DATA section start
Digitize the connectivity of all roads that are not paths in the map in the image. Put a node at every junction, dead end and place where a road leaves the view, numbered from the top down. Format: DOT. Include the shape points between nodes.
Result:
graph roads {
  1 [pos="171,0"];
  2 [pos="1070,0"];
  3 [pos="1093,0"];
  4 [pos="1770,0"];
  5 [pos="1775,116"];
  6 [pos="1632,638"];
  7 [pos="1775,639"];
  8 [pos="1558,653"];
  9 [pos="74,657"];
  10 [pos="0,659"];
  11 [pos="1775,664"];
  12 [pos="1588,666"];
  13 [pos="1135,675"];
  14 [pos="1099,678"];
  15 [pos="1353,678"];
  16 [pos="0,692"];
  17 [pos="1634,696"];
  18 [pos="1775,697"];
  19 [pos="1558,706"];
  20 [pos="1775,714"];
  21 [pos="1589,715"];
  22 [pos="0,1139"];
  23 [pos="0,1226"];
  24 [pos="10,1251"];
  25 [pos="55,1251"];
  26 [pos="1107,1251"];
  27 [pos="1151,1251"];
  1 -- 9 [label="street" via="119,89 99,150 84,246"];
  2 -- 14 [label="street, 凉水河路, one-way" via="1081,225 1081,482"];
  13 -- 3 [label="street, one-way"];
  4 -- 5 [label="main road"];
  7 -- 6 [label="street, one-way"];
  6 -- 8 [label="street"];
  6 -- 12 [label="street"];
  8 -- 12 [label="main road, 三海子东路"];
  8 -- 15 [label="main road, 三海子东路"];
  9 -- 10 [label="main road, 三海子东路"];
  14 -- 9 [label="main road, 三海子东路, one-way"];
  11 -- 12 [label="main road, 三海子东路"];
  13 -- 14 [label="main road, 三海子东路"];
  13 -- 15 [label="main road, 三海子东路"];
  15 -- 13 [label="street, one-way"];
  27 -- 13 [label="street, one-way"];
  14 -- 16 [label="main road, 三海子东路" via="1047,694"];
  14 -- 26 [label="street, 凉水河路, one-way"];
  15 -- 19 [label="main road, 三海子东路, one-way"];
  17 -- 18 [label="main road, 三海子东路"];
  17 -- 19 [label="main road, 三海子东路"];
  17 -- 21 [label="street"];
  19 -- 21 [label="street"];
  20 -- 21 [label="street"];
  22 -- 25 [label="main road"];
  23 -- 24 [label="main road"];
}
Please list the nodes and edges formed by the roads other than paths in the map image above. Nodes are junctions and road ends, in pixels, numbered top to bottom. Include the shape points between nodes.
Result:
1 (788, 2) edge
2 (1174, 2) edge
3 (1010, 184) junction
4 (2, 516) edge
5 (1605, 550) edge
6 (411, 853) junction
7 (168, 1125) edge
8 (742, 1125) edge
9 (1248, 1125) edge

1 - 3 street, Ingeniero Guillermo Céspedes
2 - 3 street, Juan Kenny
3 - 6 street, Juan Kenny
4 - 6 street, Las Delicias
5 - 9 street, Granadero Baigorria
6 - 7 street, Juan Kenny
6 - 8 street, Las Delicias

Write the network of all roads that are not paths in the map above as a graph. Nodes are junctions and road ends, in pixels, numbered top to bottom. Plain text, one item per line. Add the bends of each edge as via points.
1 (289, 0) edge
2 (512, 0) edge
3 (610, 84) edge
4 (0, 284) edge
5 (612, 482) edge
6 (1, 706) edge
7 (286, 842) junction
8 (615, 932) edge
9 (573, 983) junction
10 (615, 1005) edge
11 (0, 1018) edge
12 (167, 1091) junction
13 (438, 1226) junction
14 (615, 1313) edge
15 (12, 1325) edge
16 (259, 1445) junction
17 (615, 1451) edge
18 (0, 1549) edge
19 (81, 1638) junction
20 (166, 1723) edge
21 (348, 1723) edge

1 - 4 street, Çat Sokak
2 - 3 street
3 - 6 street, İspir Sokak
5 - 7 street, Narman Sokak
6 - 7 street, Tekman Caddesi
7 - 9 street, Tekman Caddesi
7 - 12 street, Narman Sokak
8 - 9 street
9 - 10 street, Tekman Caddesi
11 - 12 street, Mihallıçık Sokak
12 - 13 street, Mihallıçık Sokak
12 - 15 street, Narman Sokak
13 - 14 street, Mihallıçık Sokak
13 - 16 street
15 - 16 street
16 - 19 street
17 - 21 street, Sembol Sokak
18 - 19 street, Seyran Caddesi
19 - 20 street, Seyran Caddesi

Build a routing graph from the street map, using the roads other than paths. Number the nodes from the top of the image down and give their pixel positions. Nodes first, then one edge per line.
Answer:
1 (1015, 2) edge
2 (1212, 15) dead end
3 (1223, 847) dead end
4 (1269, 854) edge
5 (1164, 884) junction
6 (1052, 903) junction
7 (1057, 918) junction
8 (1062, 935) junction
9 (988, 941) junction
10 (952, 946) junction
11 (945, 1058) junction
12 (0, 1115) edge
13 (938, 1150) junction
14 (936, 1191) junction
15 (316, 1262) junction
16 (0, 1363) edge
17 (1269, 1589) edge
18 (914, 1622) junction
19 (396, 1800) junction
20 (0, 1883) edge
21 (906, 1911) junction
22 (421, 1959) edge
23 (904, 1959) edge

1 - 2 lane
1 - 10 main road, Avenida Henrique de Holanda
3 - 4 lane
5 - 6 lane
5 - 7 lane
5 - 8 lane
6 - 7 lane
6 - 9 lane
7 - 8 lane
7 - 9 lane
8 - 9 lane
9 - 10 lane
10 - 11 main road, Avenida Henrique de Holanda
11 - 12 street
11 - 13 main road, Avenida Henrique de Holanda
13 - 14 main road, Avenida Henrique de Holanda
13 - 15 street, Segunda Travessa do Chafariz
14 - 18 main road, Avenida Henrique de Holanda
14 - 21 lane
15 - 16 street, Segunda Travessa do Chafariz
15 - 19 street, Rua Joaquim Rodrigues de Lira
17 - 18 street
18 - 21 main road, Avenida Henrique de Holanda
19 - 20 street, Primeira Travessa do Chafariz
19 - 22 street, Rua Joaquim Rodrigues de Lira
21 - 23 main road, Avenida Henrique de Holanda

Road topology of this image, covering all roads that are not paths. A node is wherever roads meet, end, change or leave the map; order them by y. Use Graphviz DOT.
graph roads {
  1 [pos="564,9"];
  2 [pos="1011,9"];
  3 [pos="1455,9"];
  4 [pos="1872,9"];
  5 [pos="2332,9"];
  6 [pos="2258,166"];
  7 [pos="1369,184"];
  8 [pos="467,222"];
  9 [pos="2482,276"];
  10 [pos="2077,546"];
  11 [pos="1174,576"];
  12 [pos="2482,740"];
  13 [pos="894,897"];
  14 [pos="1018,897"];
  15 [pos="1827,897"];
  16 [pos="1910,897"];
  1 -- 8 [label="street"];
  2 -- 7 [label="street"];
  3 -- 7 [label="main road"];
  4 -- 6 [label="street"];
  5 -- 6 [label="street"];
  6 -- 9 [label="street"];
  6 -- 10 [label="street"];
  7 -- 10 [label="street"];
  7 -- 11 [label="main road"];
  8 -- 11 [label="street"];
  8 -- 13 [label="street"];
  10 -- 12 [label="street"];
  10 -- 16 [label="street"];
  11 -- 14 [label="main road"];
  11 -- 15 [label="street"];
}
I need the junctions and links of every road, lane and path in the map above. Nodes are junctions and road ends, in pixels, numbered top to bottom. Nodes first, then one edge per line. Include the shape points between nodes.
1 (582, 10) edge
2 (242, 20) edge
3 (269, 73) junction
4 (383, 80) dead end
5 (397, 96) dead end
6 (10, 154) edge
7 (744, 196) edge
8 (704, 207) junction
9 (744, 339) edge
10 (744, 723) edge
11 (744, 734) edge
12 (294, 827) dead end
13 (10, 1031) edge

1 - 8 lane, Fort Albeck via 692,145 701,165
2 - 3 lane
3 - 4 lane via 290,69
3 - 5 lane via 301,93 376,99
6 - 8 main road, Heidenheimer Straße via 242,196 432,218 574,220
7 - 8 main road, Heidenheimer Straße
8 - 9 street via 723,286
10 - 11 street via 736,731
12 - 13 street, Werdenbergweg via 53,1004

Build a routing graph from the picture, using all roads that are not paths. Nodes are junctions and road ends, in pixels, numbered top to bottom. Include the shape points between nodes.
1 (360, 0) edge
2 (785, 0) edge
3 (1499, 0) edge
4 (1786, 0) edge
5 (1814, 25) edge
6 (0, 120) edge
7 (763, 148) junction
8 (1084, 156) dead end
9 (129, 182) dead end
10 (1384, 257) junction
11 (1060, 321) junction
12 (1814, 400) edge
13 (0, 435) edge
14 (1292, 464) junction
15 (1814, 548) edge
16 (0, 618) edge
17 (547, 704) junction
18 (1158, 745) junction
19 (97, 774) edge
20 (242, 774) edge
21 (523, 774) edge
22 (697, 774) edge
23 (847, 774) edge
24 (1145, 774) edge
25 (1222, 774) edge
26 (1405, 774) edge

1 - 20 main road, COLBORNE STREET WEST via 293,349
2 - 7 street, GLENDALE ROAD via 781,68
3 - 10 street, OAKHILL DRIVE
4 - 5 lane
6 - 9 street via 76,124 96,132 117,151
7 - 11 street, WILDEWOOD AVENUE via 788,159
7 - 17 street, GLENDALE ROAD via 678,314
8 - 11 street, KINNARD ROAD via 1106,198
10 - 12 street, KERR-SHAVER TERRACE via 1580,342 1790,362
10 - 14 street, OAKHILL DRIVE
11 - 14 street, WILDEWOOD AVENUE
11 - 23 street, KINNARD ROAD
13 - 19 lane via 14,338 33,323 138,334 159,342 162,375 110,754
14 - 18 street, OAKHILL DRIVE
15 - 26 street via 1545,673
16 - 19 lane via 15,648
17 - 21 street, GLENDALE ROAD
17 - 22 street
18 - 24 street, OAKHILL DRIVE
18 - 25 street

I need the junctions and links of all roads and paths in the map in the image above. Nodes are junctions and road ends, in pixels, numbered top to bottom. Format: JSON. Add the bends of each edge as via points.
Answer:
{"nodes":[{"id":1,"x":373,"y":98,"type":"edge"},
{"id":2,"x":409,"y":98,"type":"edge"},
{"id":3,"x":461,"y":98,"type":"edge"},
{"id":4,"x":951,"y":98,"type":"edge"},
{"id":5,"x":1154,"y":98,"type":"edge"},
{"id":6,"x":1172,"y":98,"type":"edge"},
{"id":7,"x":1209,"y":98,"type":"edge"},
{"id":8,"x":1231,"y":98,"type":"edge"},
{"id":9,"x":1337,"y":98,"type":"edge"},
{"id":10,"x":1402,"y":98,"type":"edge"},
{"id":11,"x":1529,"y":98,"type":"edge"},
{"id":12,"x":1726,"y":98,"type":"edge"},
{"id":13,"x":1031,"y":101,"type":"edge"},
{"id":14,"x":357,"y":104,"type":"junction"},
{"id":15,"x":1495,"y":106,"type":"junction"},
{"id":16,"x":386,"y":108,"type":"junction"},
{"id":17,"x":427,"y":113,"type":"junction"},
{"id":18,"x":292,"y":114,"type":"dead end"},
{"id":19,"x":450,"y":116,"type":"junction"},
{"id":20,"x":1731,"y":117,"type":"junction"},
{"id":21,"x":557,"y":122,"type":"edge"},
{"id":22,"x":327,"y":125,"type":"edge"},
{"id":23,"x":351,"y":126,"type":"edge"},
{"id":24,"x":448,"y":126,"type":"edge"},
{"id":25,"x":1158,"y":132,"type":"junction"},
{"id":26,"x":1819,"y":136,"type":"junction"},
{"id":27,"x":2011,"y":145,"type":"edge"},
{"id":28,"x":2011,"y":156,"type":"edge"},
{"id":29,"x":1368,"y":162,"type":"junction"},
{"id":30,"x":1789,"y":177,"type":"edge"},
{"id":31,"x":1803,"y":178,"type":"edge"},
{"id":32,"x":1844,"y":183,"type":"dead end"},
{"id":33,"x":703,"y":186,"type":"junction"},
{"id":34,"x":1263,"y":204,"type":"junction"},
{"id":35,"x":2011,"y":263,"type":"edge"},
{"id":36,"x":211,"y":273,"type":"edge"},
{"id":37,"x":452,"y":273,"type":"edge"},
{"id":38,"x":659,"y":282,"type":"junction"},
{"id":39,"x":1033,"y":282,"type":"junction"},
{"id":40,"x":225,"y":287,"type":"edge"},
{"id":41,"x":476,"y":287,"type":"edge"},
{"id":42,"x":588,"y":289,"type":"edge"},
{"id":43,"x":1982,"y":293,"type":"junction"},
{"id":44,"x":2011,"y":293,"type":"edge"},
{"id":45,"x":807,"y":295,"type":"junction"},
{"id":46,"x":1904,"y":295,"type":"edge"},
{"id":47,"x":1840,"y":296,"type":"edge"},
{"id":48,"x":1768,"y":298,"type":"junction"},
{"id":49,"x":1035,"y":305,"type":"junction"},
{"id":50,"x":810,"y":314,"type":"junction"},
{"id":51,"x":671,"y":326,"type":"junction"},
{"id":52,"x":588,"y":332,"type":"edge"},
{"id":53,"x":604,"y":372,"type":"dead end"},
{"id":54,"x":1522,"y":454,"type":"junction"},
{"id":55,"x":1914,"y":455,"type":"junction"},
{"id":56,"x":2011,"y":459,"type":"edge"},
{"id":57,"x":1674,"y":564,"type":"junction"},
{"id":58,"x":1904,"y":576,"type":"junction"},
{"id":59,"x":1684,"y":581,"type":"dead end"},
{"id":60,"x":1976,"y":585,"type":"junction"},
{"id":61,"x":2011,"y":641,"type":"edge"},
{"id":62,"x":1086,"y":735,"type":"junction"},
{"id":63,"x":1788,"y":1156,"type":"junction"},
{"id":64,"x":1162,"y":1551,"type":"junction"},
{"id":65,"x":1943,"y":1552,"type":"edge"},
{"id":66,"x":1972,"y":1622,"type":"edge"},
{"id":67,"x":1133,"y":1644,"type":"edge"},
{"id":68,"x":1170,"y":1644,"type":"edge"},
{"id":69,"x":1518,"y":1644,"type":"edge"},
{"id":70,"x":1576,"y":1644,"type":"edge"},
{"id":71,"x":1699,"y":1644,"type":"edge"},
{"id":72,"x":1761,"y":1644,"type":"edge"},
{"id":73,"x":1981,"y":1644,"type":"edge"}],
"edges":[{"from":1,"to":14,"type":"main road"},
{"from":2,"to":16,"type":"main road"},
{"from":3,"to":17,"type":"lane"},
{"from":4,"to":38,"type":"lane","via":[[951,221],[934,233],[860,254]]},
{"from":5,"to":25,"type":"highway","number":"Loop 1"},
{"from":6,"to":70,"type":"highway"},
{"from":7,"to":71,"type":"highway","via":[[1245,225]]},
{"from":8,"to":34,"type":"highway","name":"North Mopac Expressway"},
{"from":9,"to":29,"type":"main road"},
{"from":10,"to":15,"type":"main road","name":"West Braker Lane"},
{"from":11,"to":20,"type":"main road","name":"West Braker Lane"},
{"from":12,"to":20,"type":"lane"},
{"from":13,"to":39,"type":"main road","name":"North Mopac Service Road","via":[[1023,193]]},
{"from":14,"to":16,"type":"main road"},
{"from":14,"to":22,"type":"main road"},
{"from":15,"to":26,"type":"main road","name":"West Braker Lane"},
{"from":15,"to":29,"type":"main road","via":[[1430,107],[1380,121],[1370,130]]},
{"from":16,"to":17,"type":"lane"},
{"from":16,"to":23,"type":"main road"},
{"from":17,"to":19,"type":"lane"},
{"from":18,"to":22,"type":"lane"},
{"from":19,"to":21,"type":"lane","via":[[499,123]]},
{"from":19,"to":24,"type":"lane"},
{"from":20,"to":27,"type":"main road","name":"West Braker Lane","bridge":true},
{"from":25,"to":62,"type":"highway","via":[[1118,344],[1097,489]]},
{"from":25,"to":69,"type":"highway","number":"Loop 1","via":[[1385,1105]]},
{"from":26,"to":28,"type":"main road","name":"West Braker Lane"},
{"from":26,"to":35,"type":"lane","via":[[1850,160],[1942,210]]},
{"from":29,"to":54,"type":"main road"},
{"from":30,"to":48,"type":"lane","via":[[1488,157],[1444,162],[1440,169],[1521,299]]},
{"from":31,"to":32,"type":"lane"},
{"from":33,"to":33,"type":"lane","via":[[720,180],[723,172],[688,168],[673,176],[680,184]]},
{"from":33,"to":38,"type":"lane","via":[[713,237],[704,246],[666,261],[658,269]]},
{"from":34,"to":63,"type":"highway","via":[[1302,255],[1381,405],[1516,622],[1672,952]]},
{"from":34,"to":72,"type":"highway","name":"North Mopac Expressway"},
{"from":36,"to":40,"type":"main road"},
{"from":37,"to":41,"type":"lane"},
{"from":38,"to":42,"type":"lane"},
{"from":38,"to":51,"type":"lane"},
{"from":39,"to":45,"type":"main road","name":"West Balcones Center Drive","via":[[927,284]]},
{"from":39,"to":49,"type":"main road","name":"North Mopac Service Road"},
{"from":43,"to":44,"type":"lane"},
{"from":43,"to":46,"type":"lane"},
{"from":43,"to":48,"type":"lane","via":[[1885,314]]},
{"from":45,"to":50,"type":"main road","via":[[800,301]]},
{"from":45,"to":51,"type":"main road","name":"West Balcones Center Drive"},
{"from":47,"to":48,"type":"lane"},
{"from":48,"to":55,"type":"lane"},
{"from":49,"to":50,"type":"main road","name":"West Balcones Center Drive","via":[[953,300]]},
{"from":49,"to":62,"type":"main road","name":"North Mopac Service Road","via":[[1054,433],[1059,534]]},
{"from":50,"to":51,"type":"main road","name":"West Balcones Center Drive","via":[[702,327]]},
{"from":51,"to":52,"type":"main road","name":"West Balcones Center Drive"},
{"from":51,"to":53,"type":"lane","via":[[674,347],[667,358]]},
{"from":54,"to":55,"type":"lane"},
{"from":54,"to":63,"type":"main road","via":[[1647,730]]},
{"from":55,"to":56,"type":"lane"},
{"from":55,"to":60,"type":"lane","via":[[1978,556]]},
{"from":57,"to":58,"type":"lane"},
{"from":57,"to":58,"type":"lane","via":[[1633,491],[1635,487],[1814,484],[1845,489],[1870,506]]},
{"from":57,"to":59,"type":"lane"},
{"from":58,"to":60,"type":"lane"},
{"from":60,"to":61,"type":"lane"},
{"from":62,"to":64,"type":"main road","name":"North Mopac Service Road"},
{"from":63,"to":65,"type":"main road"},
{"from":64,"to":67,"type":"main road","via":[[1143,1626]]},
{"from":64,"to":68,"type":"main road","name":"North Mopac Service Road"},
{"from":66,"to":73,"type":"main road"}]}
DATA section end
_PROBLEM TO WORK ON_: Pull every line containing the word "Travessa" out of the listing.

_TASK SOLUTION_:
13 - 15 street, Segunda Travessa do Chafariz
15 - 16 street, Segunda Travessa do Chafariz
19 - 20 street, Primeira Travessa do Chafariz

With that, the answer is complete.